### WORK TO COMPLETE
Repeat every line below exactly as it reads.
EXTRACTED DATA START
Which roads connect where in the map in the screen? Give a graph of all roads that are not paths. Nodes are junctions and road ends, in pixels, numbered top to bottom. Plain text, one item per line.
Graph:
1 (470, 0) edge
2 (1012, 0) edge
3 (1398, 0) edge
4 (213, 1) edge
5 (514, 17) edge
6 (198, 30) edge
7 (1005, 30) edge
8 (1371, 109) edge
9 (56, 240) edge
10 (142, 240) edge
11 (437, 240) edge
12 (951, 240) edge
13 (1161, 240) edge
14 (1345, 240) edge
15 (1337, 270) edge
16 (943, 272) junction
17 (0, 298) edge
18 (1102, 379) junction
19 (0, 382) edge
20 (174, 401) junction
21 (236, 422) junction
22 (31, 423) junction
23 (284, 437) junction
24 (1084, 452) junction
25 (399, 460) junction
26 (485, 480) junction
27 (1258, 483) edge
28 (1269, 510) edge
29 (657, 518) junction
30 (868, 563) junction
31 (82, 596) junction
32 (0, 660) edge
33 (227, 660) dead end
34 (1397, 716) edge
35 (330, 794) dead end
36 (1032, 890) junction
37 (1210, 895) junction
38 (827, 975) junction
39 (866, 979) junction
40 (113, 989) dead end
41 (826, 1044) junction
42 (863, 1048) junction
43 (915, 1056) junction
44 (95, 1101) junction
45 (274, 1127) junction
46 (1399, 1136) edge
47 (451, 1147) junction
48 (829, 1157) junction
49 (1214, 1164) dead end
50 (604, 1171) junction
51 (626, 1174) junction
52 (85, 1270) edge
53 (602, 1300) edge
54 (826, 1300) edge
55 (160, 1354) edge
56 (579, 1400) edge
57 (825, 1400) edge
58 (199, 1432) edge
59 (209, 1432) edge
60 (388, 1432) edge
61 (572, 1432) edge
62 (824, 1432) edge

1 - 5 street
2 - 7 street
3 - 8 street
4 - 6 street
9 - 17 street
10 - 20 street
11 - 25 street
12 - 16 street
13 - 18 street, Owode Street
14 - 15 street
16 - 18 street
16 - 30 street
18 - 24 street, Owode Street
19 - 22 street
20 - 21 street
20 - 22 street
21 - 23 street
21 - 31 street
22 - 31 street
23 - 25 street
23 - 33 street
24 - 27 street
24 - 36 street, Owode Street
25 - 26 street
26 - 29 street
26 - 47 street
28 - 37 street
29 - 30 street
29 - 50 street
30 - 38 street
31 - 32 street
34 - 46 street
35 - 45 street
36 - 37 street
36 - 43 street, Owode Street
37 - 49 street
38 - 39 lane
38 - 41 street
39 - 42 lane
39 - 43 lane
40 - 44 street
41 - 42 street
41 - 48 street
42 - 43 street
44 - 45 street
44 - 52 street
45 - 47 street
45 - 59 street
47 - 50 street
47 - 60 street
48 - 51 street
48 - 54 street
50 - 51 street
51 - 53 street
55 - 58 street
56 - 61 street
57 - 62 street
EXTRACTED DATA END
### TASK OUTPUT
Which roads connect where in the map in the screen? Give a graph of all roads that are not paths. Nodes are junctions and road ends, in pixels, numbered top to bottom. Plain text, one item per line.
Graph:
1 (470, 0) edge
2 (1012, 0) edge
3 (1398, 0) edge
4 (213, 1) edge
5 (514, 17) edge
6 (198, 30) edge
7 (1005, 30) edge
8 (1371, 109) edge
9 (56, 240) edge
10 (142, 240) edge
11 (437, 240) edge
12 (951, 240) edge
13 (1161, 240) edge
14 (1345, 240) edge
15 (1337, 270) edge
16 (943, 272) junction
17 (0, 298) edge
18 (1102, 379) junction
19 (0, 382) edge
20 (174, 401) junction
21 (236, 422) junction
22 (31, 423) junction
23 (284, 437) junction
24 (1084, 452) junction
25 (399, 460) junction
26 (485, 480) junction
27 (1258, 483) edge
28 (1269, 510) edge
29 (657, 518) junction
30 (868, 563) junction
31 (82, 596) junction
32 (0, 660) edge
33 (227, 660) dead end
34 (1397, 716) edge
35 (330, 794) dead end
36 (1032, 890) junction
37 (1210, 895) junction
38 (827, 975) junction
39 (866, 979) junction
40 (113, 989) dead end
41 (826, 1044) junction
42 (863, 1048) junction
43 (915, 1056) junction
44 (95, 1101) junction
45 (274, 1127) junction
46 (1399, 1136) edge
47 (451, 1147) junction
48 (829, 1157) junction
49 (1214, 1164) dead end
50 (604, 1171) junction
51 (626, 1174) junction
52 (85, 1270) edge
53 (602, 1300) edge
54 (826, 1300) edge
55 (160, 1354) edge
56 (579, 1400) edge
57 (825, 1400) edge
58 (199, 1432) edge
59 (209, 1432) edge
60 (388, 1432) edge
61 (572, 1432) edge
62 (824, 1432) edge

1 - 5 street
2 - 7 street
3 - 8 street
4 - 6 street
9 - 17 street
10 - 20 street
11 - 25 street
12 - 16 street
13 - 18 street, Owode Street
14 - 15 street
16 - 18 street
16 - 30 street
18 - 24 street, Owode Street
19 - 22 street
20 - 21 street
20 - 22 street
21 - 23 street
21 - 31 street
22 - 31 street
23 - 25 street
23 - 33 street
24 - 27 street
24 - 36 street, Owode Street
25 - 26 street
26 - 29 street
26 - 47 street
28 - 37 street
29 - 30 street
29 - 50 street
30 - 38 street
31 - 32 street
34 - 46 street
35 - 45 street
36 - 37 street
36 - 43 street, Owode Street
37 - 49 street
38 - 39 lane
38 - 41 street
39 - 42 lane
39 - 43 lane
40 - 44 street
41 - 42 street
41 - 48 street
42 - 43 street
44 - 45 street
44 - 52 street
45 - 47 street
45 - 59 street
47 - 50 street
47 - 60 street
48 - 51 street
48 - 54 street
50 - 51 street
51 - 53 street
55 - 58 street
56 - 61 street
57 - 62 street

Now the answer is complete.